▸ Exercise details: The answer is every line of the records that holds the word "شوشتری", copied in full.

▸ Provided data:

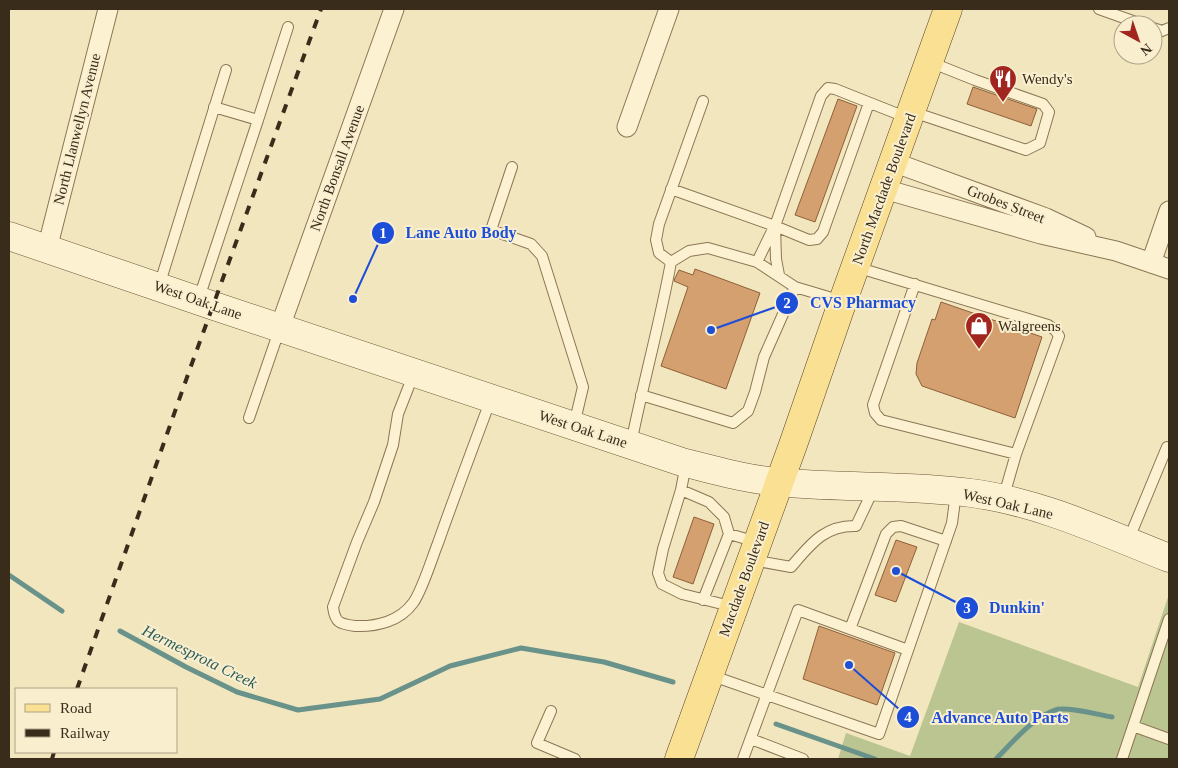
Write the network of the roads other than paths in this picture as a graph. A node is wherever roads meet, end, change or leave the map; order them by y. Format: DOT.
graph roads {
  1 [pos="108,9"];
  2 [pos="394,9"];
  3 [pos="669,9"];
  4 [pos="948,9"];
  5 [pos="1099,9"];
  6 [pos="1116,15"];
  7 [pos="288,27"];
  8 [pos="928,62"];
  9 [pos="226,70"];
  10 [pos="703,101"];
  11 [pos="869,103"];
  12 [pos="214,107"];
  13 [pos="910,115"];
  14 [pos="258,120"];
  15 [pos="627,127"];
  16 [pos="893,162"];
  17 [pos="512,167"];
  18 [pos="884,189"];
  19 [pos="671,190"];
  20 [pos="1167,224"];
  21 [pos="775,226"];
  22 [pos="9,236"];
  23 [pos="47,249"];
  24 [pos="1116,252"];
  25 [pos="671,262"];
  26 [pos="758,262"];
  27 [pos="1160,266"];
  28 [pos="855,267"];
  29 [pos="779,275"];
  30 [pos="915,284"];
  31 [pos="159,287"];
  32 [pos="794,287"];
  33 [pos="198,301"];
  34 [pos="843,301"];
  35 [pos="280,328"];
  36 [pos="414,373"];
  37 [pos="641,394"];
  38 [pos="491,398"];
  39 [pos="248,418"];
  40 [pos="574,426"];
  41 [pos="631,445"];
  42 [pos="1168,446"];
  43 [pos="1016,454"];
  44 [pos="686,463"];
  45 [pos="779,482"];
  46 [pos="875,487"];
  47 [pos="681,490"];
  48 [pos="956,491"];
  49 [pos="1003,500"];
  50 [pos="729,534"];
  51 [pos="946,541"];
  52 [pos="1128,542"];
  53 [pos="754,551"];
  54 [pos="1169,558"];
  55 [pos="704,600"];
  56 [pos="734,607"];
  57 [pos="1169,619"];
  58 [pos="850,629"];
  59 [pos="908,650"];
  60 [pos="709,675"];
  61 [pos="766,695"];
  62 [pos="551,711"];
  63 [pos="1133,726"];
  64 [pos="751,739"];
  65 [pos="1169,740"];
  66 [pos="575,759"];
  67 [pos="679,759"];
  68 [pos="743,759"];
  69 [pos="803,759"];
  70 [pos="1122,759"];
  1 -- 23 [label="street, North Llanwellyn Avenue"];
  2 -- 35 [label="street, North Bonsall Avenue"];
  3 -- 15 [label="street"];
  4 -- 8 [label="main road, North Macdade Boulevard"];
  5 -- 6 [label="lane"];
  7 -- 14 [label="lane"];
  8 -- 13 [label="main road, North Macdade Boulevard"];
  8 -- 13 [label="lane"];
  9 -- 12 [label="lane"];
  10 -- 19 [label="lane"];
  11 -- 13 [label="lane"];
  11 -- 21 [label="lane"];
  11 -- 21 [label="lane"];
  12 -- 14 [label="lane"];
  12 -- 31 [label="lane"];
  13 -- 16 [label="main road, North Macdade Boulevard"];
  14 -- 33 [label="lane"];
  16 -- 18 [label="main road, North Macdade Boulevard"];
  16 -- 24 [label="street, Grobes Street"];
  17 -- 40 [label="lane"];
  18 -- 24 [label="street, Grobes Street"];
  18 -- 28 [label="main road, North Macdade Boulevard"];
  19 -- 21 [label="lane"];
  19 -- 25 [label="lane"];
  20 -- 27 [label="street"];
  21 -- 26 [label="lane"];
  21 -- 29 [label="lane"];
  22 -- 23 [label="main road, West Oak Lane"];
  23 -- 31 [label="main road, West Oak Lane"];
  24 -- 27 [label="street, Grobes Street"];
  25 -- 26 [label="lane"];
  25 -- 37 [label="lane"];
  26 -- 29 [label="lane"];
  28 -- 30 [label="lane"];
  28 -- 34 [label="main road, North Macdade Boulevard"];
  29 -- 32 [label="lane"];
  30 -- 43 [label="lane"];
  30 -- 43 [label="lane"];
  31 -- 33 [label="main road, West Oak Lane"];
  32 -- 34 [label="lane"];
  32 -- 37 [label="lane"];
  33 -- 35 [label="main road, West Oak Lane"];
  34 -- 45 [label="main road, North Macdade Boulevard"];
  35 -- 36 [label="main road, West Oak Lane"];
  35 -- 39 [label="lane"];
  36 -- 38 [label="main road, West Oak Lane"];
  36 -- 38 [label="lane"];
  37 -- 41 [label="lane"];
  38 -- 40 [label="main road, West Oak Lane"];
  40 -- 41 [label="main road, West Oak Lane"];
  41 -- 44 [label="main road, West Oak Lane"];
  42 -- 52 [label="lane"];
  43 -- 49 [label="lane"];
  44 -- 45 [label="main road, West Oak Lane"];
  44 -- 47 [label="lane"];
  45 -- 46 [label="main road, West Oak Lane"];
  45 -- 53 [label="main road, Macdade Boulevard"];
  46 -- 48 [label="main road, West Oak Lane"];
  46 -- 53 [label="lane"];
  47 -- 50 [label="lane"];
  47 -- 55 [label="lane"];
  48 -- 49 [label="main road, West Oak Lane"];
  48 -- 51 [label="lane"];
  49 -- 52 [label="main road, West Oak Lane"];
  50 -- 53 [label="lane"];
  50 -- 55 [label="lane"];
  51 -- 58 [label="lane"];
  51 -- 59 [label="lane"];
  52 -- 54 [label="main road, West Oak Lane"];
  53 -- 56 [label="main road, Macdade Boulevard"];
  55 -- 56 [label="lane"];
  56 -- 60 [label="main road, Macdade Boulevard"];
  57 -- 63 [label="lane"];
  58 -- 59 [label="lane"];
  58 -- 61 [label="lane"];
  59 -- 61 [label="lane"];
  60 -- 61 [label="lane"];
  60 -- 67 [label="main road"];
  61 -- 64 [label="lane"];
  62 -- 66 [label="lane"];
  63 -- 65 [label="lane"];
  63 -- 70 [label="lane"];
  64 -- 68 [label="lane"];
  64 -- 69 [label="lane"];
}
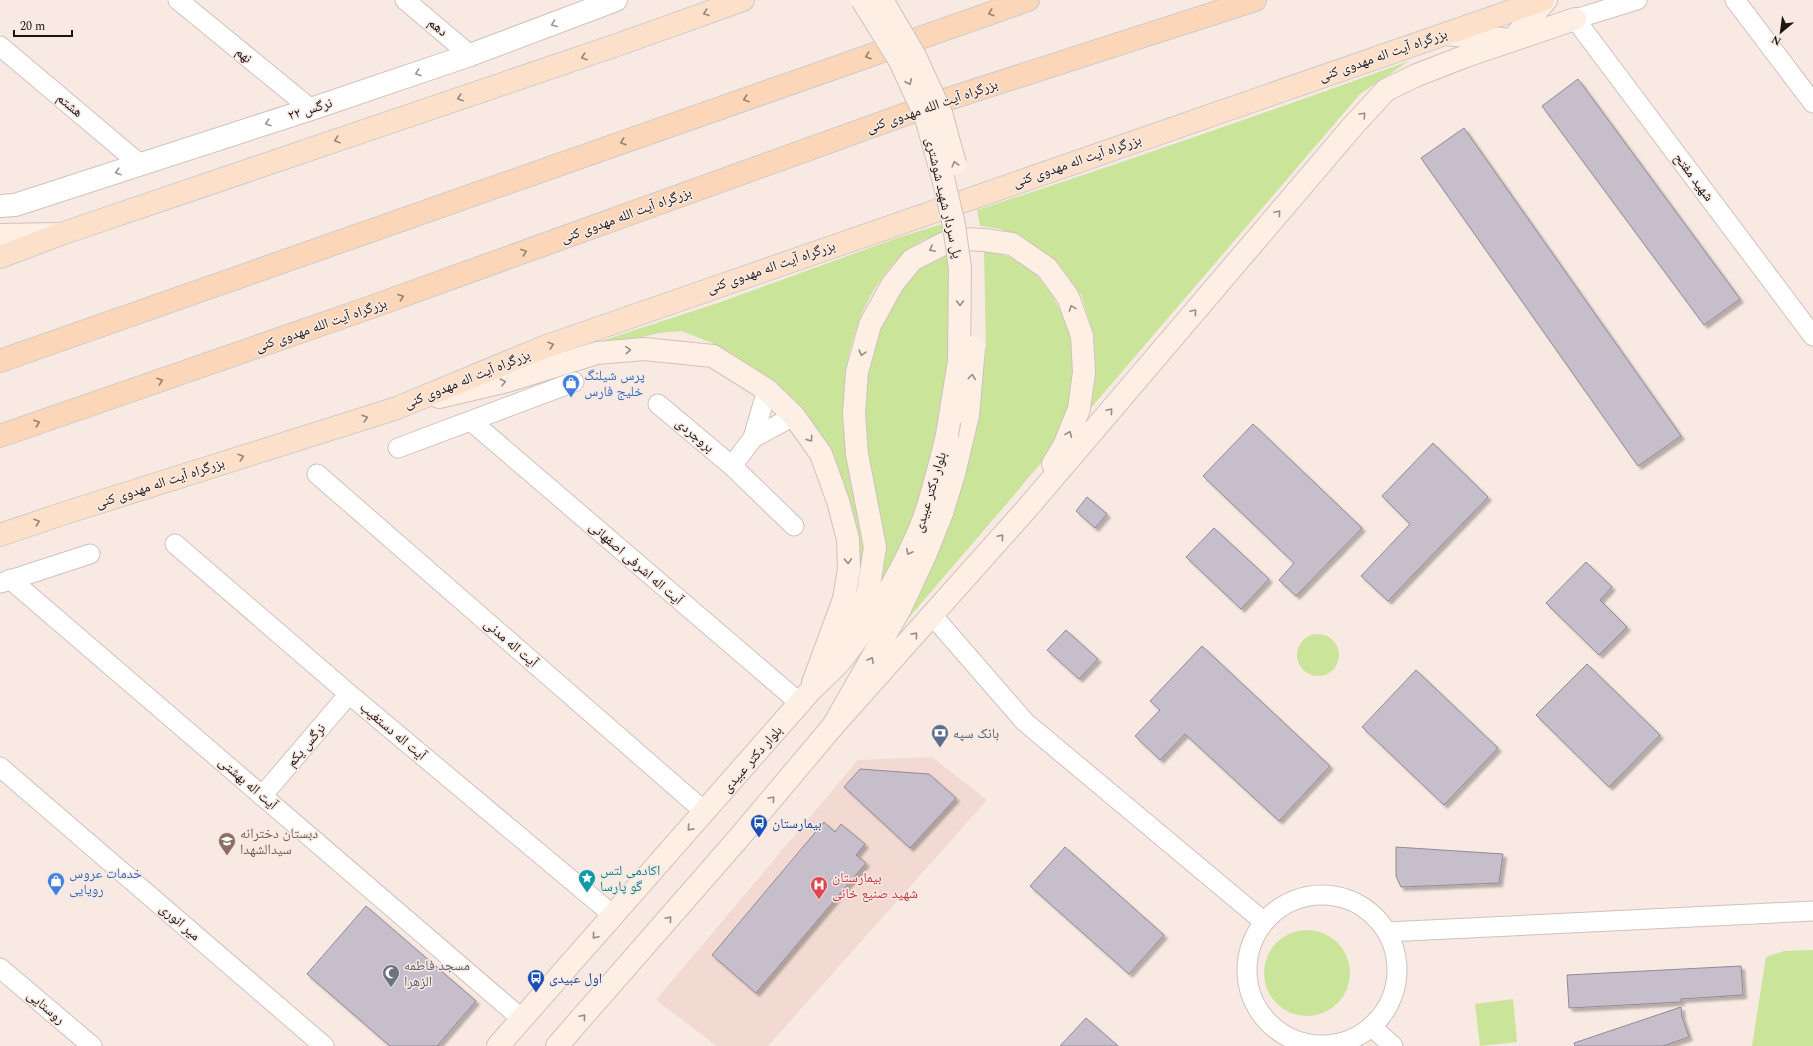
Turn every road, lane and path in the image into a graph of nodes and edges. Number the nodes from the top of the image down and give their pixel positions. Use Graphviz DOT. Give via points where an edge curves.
graph roads {
  1 [pos="178,0"];
  2 [pos="405,0"];
  3 [pos="616,0"];
  4 [pos="743,0"];
  5 [pos="862,0"];
  6 [pos="882,0"];
  7 [pos="1028,0"];
  8 [pos="1255,0"];
  9 [pos="1543,0"];
  10 [pos="1546,0"];
  11 [pos="1637,0"];
  12 [pos="1735,0"];
  13 [pos="1575,19"];
  14 [pos="1446,34"];
  15 [pos="1512,40"];
  16 [pos="0,46"];
  17 [pos="470,55"];
  18 [pos="1813,103"];
  19 [pos="311,109"];
  20 [pos="141,165"];
  21 [pos="0,206"];
  22 [pos="0,234"];
  23 [pos="61,234"];
  24 [pos="0,257"];
  25 [pos="1813,336"];
  26 [pos="0,361"];
  27 [pos="574,382"];
  28 [pos="767,390"];
  29 [pos="658,404"];
  30 [pos="397,408"];
  31 [pos="968,415"];
  32 [pos="794,416"];
  33 [pos="472,421"];
  34 [pos="947,435"];
  35 [pos="0,436"];
  36 [pos="753,438"];
  37 [pos="398,448"];
  38 [pos="732,466"];
  39 [pos="317,474"];
  40 [pos="1030,505"];
  41 [pos="794,526"];
  42 [pos="0,535"];
  43 [pos="175,544"];
  44 [pos="90,554"];
  45 [pos="5,581"];
  46 [pos="932,616"];
  47 [pos="842,659"];
  48 [pos="349,694"];
  49 [pos="806,697"];
  50 [pos="833,726"];
  51 [pos="0,767"];
  52 [pos="262,796"];
  53 [pos="705,812"];
  54 [pos="1813,911"];
  55 [pos="613,915"];
  56 [pos="1263,922"];
  57 [pos="1388,932"];
  58 [pos="0,968"];
  59 [pos="522,1019"];
  60 [pos="1372,1027"];
  61 [pos="1282,1040"];
  62 [pos="1338,1045"];
  63 [pos="92,1046"];
  64 [pos="324,1046"];
  65 [pos="498,1046"];
  66 [pos="557,1046"];
  67 [pos="1393,1046"];
  1 -- 19 [label="street, نهم"];
  2 -- 17 [label="street, دهم"];
  3 -- 17 [label="street, نرگس ۲۲, one-way"];
  4 -- 23 [label="main road, one-way"];
  5 -- 34 [label="main road, پل سردار شهید شوشتری, one-way, bridge" via="900,61 926,118 954,224 960,268 959,361"];
  31 -- 6 [label="main road, پل سردار شهید شوشتری, one-way, bridge" via="974,357 975,304 973,260 965,212 941,114 915,56"];
  7 -- 26 [label="highway, one-way"];
  35 -- 8 [label="highway, بزرگراه آیت الله مهدوی کنی, one-way" via="360,312 945,100"];
  9 -- 14 [label="main road, بزرگراه آیت اله مهدوی کنی"];
  10 -- 15 [label="main road"];
  11 -- 13 [label="street"];
  12 -- 18 [label="street"];
  13 -- 15 [label="main road"];
  13 -- 25 [label="street, شهید مفتح"];
  14 -- 15 [label="main road"];
  30 -- 14 [label="main road, بزرگراه آیت اله مهدوی کنی, one-way" via="552,344"];
  40 -- 15 [label="main road, one-way" via="1386,90 1417,75"];
  16 -- 20 [label="street, هشتم"];
  17 -- 19 [label="street, نرگس ۲۲, one-way"];
  19 -- 20 [label="street, نرگس ۲۲, one-way"];
  20 -- 21 [label="street, نرگس ۲۲, one-way" via="15,205"];
  22 -- 23 [label="main road"];
  23 -- 24 [label="main road"];
  27 -- 33 [label="street"];
  30 -- 28 [label="main road, one-way" via="507,381 597,353 644,349 713,356"];
  28 -- 32 [label="main road"];
  28 -- 36 [label="street"];
  29 -- 38 [label="street, بروجردی"];
  42 -- 30 [label="main road, بزرگراه آیت اله مهدوی کنی, one-way"];
  50 -- 31 [label="main road, بلوار دکتر عبیدی, one-way" via="900,609 926,553 954,474"];
  32 -- 36 [label="street"];
  32 -- 49 [label="main road, one-way" via="820,454 838,501 848,539 849,569 844,599"];
  33 -- 37 [label="street"];
  33 -- 49 [label="street, آیت اله اشرفی اصفهانی"];
  34 -- 47 [label="main road, بلوار دکتر عبیدی, one-way" via="933,490 912,547 890,589"];
  36 -- 38 [label="street"];
  38 -- 41 [label="street, بروجردی"];
  39 -- 53 [label="street, آیت اله مدنی"];
  46 -- 40 [label="main road, one-way"];
  40 -- 47 [label="main road, one-way" via="1064,446 1079,409 1084,372 1082,336 1068,297 1047,268 1012,244 964,239 945,243 912,260 892,285 870,325 856,372 854,414 857,454 875,547 868,592"];
  43 -- 48 [label="street, آیت اله دستغیب"];
  44 -- 45 [label="street"];
  45 -- 52 [label="street, آیت اله بهشتی"];
  50 -- 46 [label="main road, one-way"];
  46 -- 56 [label="street" via="1025,722"];
  47 -- 49 [label="main road, بلوار دکتر عبیدی"];
  48 -- 52 [label="street, نرگس یکم"];
  48 -- 55 [label="street, آیت اله دستغیب"];
  49 -- 53 [label="main road, بلوار دکتر عبیدی"];
  66 -- 50 [label="main road, بلوار دکتر عبیدی, one-way"];
  51 -- 64 [label="street, میر انوری"];
  52 -- 59 [label="street, آیت اله بهشتی"];
  53 -- 55 [label="main road, بلوار دکتر عبیدی, one-way"];
  54 -- 57 [label="street"];
  55 -- 59 [label="main road, بلوار دکتر عبیدی, one-way"];
  56 -- 57 [label="street" via="1281,906 1304,896 1328,894 1351,900 1372,913"];
  56 -- 61 [label="street" via="1251,944 1246,969 1250,995 1263,1017"];
  57 -- 60 [label="street" via="1397,956 1397,982 1389,1007"];
  58 -- 63 [label="street, روستایی"];
  59 -- 65 [label="main road, بلوار دکتر عبیدی"];
  60 -- 62 [label="street" via="1352,1040"];
  60 -- 67 [label="street"];
  61 -- 62 [label="street" via="1304,1044"];
}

▸ Written answer:
  5 -- 34 [label="main road, پل سردار شهید شوشتری, one-way, bridge" via="900,61 926,118 954,224 960,268 959,361"];
  31 -- 6 [label="main road, پل سردار شهید شوشتری, one-way, bridge" via="974,357 975,304 973,260 965,212 941,114 915,56"];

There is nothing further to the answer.